As Large Ocean States with stewardship of 20% of the world’s exclusive economic zones, we can all appreciate this is of special importance to us.
Establishing ownership of these ECS areas may be crucial for the development and political stability of Pacific States, particularly in the context of the process underway to develop a new international legally- binding instrument governing the conservation and sustainable use of biodiversity in areas beyond national jurisdiction, also known as BBNJ.
This is a priority action that has been highlighted in the Framework for a Pacific Oceanscape (FPO, 2010), the S.A.M.O.A. Pathway (2014), and at successive Pacific Forum Leaders Meetings since 2018.
At a global level, it also helps us to achieve Sustainable Development Goal 14 “life under water.”
In that context, there are 10 Pacific island countries with 9 ECS claims and 6 preliminary information notes at various stages in the queue awaiting examination and recommendations from the United Nations Commission on the Limits of the Continental Shelf or CLCS.
Partial claims and preliminary information notes require additional data and/or information before they can be reviewed by the CLCS.
To date, only one Pacific ECS area has been reviewed and recommended by the CLCS. This is the Ontong Java Plateau, an area of 600,000 km2 jointly claimed by the Federated States of Micronesia, Papua New Guinea, and Solomon Islands.
A number of other areas are currently being examined by the CLCS, including submissions by the Cook Islands, Tonga, and Palau.
Thru the Pacific ECS Project, we aim to support Fiji in depositing their full submission on the South Fiji Basin and getting this submission into the queue for examination.
We are grateful to the UK Government represented here today by the British High Commission for their timely and adaptive support for this critical work.

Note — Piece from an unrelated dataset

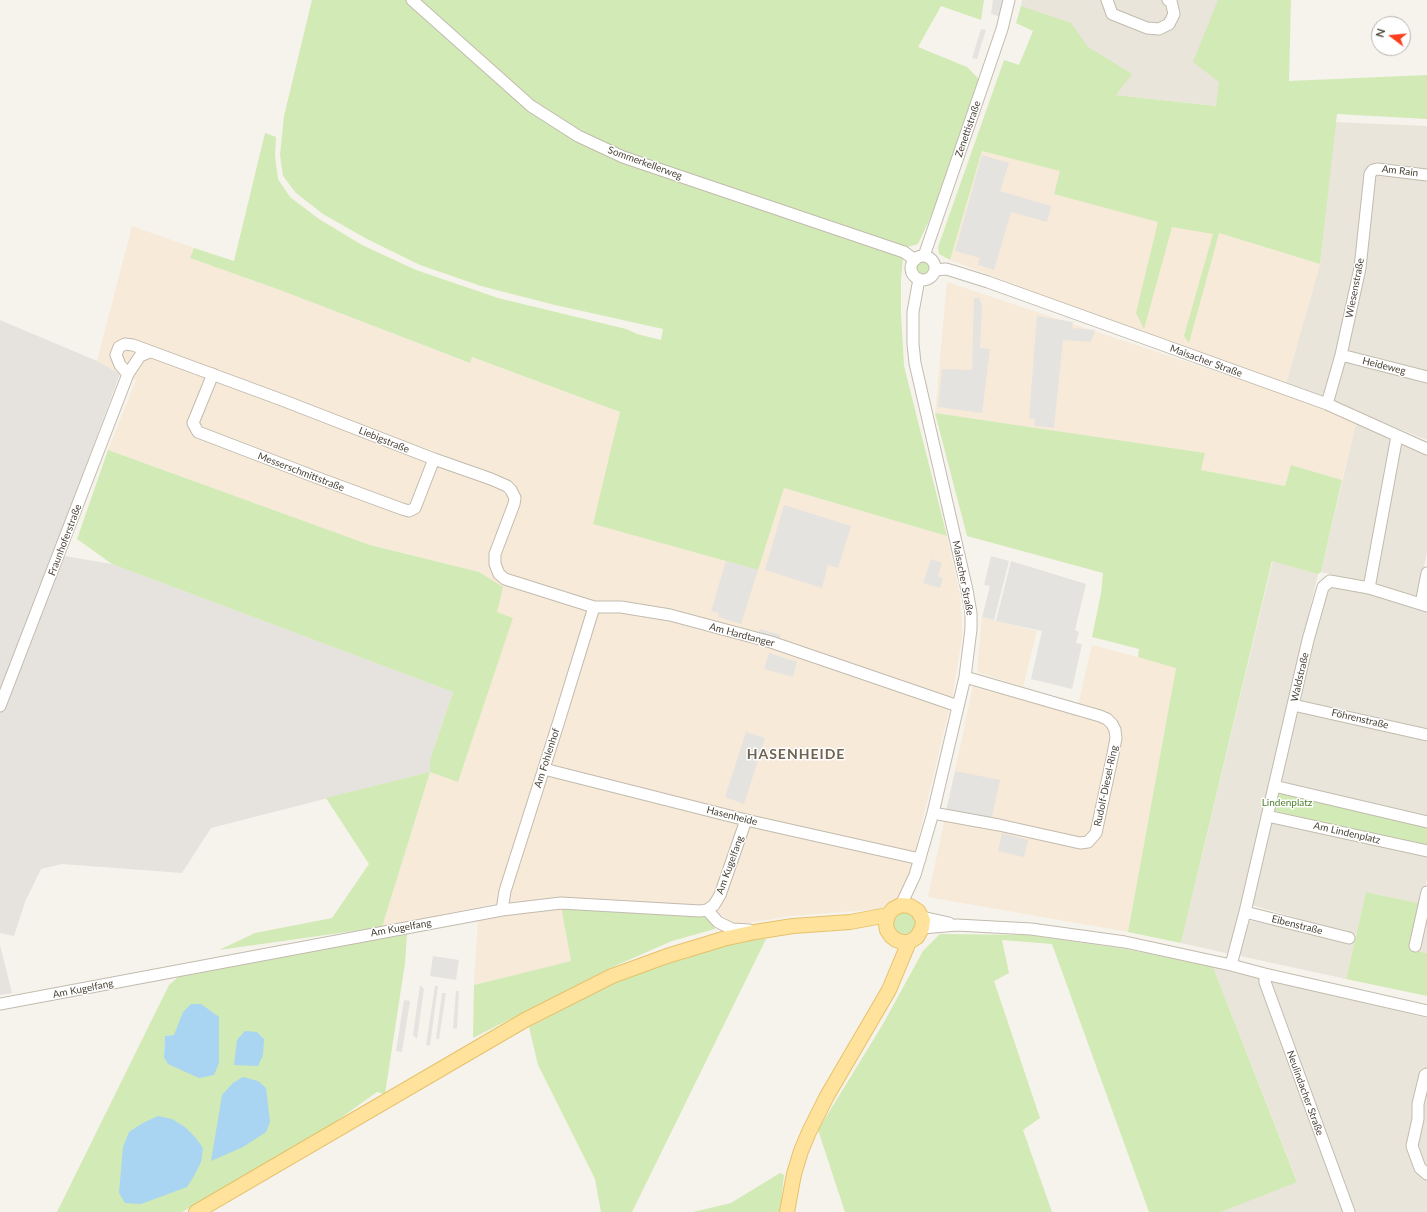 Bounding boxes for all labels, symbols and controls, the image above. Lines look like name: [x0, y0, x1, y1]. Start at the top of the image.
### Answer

The UK is a new and welcome partner in the Pacific Maritime Boundaries program of work, which seeks to assist Pacific Island Countries to implement UNCLOS and to secure rights and responsibilities over their respective ocean spaces.
Progressing ECS claims has been a drawn out and resource intensive process, due in part to long timelines in the queue with the CLCS, and in part to the significant data requirements and specialised expertise needed to put together submissions.
One of the challenges we’ve seen across the region has been the loss of institutional knowledge at the national level.
The people who drove much of this work when it began in 2005 have moved on, moved up, and in many cases started to retire.
The Pacific ECS Project therefore has a critical role to play to enable the continuation of ECS delimitation and declaration. This workshop is one in a series hosted by the project, that is serving to refresh our memories and to train up the next generation of Pacific maritime zone experts who will lead the next phase of work.
In that respect, we are also grateful to the Government of Fiji for their commitment to see this important work through to its conclusion. Implementing the Law of the Sea is not one person’s job, but requires a sustained effort of many hands working together across many sectors.
Likewise, it is heartening to see a number of women are among the participants in this national workshop. We’ve seen across the region an upward trend in the number of young women are taking up careers in geospatial and surveying sciences.
These fields have traditionally been male-dominated, but where women have the aptitude and interest, they are excelling and bringing valuable perspectives and skills to this detail-oriented work.
It’s great progress, but I say this as one of three men speaking to you from the podium this morning, we can do better.
On that note, it is my sincere pleasure to officially open this week’s training and wish you all the best in your studies.